We can also visualize the labels within each cluster to troubleshoot some of the problematic clusters

import numpy as np
import matplotlib.pyplot as plt

def plot_cluster_label_bars(
    adata,
    cluster_col,
    label_col,
    max_cols=5,
    output_file=None,
    title="Label Counts per Cluster"
):
    unique_clusters = sorted(adata.obs[cluster_col].unique(), key=lambda x: int(x) if str(x).isdigit() else str(x))
    n_clusters = len(unique_clusters)
    n_cols = min(max_cols, n_clusters)
    n_rows = int(np.ceil(n_clusters / n_cols))
    fig, axes = plt.subplots(n_rows, n_cols, figsize=(3.5 * n_cols, 4.5 * n_rows), squeeze=True)

    for idx, cluster in enumerate(unique_clusters):
        row = idx // n_cols
        col = idx % n_cols
        ax = axes[row, col]
        mask = adata.obs[cluster_col] == cluster
        cluster_labels = adata.obs.loc[mask, label_col]
        label_names, counts = np.unique(cluster_labels, return_counts=True)
        ax.bar(label_names, counts)
        ax.set_title(f"Cluster {cluster}")
        ax.set_ylabel("Count")
        ax.set_xticks(range(len(label_names)))
        ax.set_xticklabels(label_names, rotation=45, ha="right", fontsize=10)
        ax.margins(y=0.2)

    for idx in range(n_clusters, n_rows * n_cols):
        row = idx // n_cols
        col = idx % n_cols
        fig.delaxes(axes[row, col])

    fig.suptitle(title, fontsize=20)
    fig.tight_layout(rect=(0, 0, 1, 0.95))
    fig.subplots_adjust(wspace=0.5, hspace=0.8)
    if output_file:
        fig.savefig(output_file, dpi=300, bbox_inches="tight")
    plt.close(fig)

    return fig

plot_cluster_label_bars(adams, "leiden", "celltype_hint", max_cols=2, output_file="adams_cluster_label_bars.png")

We can see that some of the clusters have more than a single type.

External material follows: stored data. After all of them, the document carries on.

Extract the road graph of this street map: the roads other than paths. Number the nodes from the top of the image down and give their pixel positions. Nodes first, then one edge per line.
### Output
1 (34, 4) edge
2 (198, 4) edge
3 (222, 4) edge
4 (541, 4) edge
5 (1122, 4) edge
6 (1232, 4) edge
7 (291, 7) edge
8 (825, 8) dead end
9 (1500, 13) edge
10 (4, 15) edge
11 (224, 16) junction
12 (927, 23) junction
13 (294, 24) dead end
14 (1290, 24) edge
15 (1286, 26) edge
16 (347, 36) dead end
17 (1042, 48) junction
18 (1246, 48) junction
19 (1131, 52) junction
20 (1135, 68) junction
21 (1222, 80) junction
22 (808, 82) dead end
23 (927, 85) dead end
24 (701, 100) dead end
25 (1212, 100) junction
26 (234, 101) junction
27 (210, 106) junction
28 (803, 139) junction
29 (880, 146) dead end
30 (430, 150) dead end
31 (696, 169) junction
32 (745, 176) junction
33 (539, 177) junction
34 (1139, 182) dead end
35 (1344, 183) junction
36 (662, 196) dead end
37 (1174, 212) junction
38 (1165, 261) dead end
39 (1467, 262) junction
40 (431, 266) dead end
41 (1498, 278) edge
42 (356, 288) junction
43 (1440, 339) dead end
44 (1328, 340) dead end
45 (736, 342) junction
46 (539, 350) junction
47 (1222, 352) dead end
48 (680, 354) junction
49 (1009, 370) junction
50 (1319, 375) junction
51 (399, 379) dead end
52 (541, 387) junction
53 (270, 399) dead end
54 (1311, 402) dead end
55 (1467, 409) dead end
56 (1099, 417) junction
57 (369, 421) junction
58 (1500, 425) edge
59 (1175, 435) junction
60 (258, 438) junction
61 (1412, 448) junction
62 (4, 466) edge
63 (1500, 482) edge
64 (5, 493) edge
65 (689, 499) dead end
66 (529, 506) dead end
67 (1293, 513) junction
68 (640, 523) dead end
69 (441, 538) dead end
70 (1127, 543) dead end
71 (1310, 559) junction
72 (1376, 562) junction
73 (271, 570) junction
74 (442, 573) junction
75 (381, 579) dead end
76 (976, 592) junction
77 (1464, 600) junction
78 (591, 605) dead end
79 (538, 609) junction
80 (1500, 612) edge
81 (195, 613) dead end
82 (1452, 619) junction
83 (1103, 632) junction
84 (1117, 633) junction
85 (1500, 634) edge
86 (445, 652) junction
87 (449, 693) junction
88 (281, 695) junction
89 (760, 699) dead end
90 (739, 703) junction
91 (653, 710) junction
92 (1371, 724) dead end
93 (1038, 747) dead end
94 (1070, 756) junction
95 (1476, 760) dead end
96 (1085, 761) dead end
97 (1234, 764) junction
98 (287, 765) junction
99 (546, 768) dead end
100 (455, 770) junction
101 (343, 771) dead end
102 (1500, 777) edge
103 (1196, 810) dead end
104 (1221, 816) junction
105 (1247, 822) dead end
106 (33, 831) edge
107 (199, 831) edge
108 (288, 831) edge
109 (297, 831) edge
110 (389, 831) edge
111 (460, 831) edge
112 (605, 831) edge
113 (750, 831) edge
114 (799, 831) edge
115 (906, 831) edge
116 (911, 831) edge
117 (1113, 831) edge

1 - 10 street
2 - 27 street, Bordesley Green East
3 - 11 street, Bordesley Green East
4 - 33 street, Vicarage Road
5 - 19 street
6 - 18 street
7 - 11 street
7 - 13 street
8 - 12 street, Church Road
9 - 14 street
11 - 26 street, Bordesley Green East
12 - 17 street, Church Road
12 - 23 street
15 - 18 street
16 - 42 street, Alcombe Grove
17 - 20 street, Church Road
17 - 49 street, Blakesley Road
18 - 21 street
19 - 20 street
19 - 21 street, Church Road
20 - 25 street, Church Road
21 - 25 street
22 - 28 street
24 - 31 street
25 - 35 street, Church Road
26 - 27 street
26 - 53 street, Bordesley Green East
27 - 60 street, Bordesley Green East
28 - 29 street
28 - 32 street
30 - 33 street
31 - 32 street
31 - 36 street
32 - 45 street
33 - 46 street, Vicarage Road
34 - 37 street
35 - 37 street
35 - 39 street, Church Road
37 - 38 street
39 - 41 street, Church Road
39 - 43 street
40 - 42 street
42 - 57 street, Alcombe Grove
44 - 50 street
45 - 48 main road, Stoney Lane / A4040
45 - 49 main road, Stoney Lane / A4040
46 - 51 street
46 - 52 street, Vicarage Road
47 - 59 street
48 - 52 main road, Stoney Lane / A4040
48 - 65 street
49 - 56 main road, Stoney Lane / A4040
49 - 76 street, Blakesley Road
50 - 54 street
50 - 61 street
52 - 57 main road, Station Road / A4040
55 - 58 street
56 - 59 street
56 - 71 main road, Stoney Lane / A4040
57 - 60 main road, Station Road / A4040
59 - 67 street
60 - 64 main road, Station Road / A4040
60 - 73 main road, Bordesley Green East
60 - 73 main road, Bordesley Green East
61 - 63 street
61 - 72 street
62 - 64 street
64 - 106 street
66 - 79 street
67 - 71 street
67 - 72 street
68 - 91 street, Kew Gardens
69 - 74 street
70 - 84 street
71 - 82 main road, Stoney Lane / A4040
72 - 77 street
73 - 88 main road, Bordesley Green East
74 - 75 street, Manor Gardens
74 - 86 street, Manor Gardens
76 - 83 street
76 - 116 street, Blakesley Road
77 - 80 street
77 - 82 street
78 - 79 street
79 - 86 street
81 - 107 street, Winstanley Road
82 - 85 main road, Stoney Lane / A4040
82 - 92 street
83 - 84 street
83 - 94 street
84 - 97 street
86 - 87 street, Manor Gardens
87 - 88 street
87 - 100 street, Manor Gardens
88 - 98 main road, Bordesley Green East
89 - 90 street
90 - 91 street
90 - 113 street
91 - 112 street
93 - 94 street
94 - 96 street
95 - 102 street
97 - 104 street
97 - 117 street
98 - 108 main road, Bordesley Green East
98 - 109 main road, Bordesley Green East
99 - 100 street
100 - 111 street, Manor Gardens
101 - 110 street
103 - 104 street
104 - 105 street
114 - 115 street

It’s up to the users to decide if they are happy with picking the most common label or if they would like to look at these clusters in more detail i.e. subcluster them, plot some canonical gene markers, etc.

Conclusion

This notebook outlines how to take a dataset and perform cell type annotation.

Keep in mind that the datasets that you analyze with SCimilarity should fit the following criteria:

• Data generated from the 10x Genomics Chromium platform (models are trained using this data only).

• Human scRNA-seq data.

• Counts normalized with SCimilarity functions or using the same process. Different normalizations will have poor results.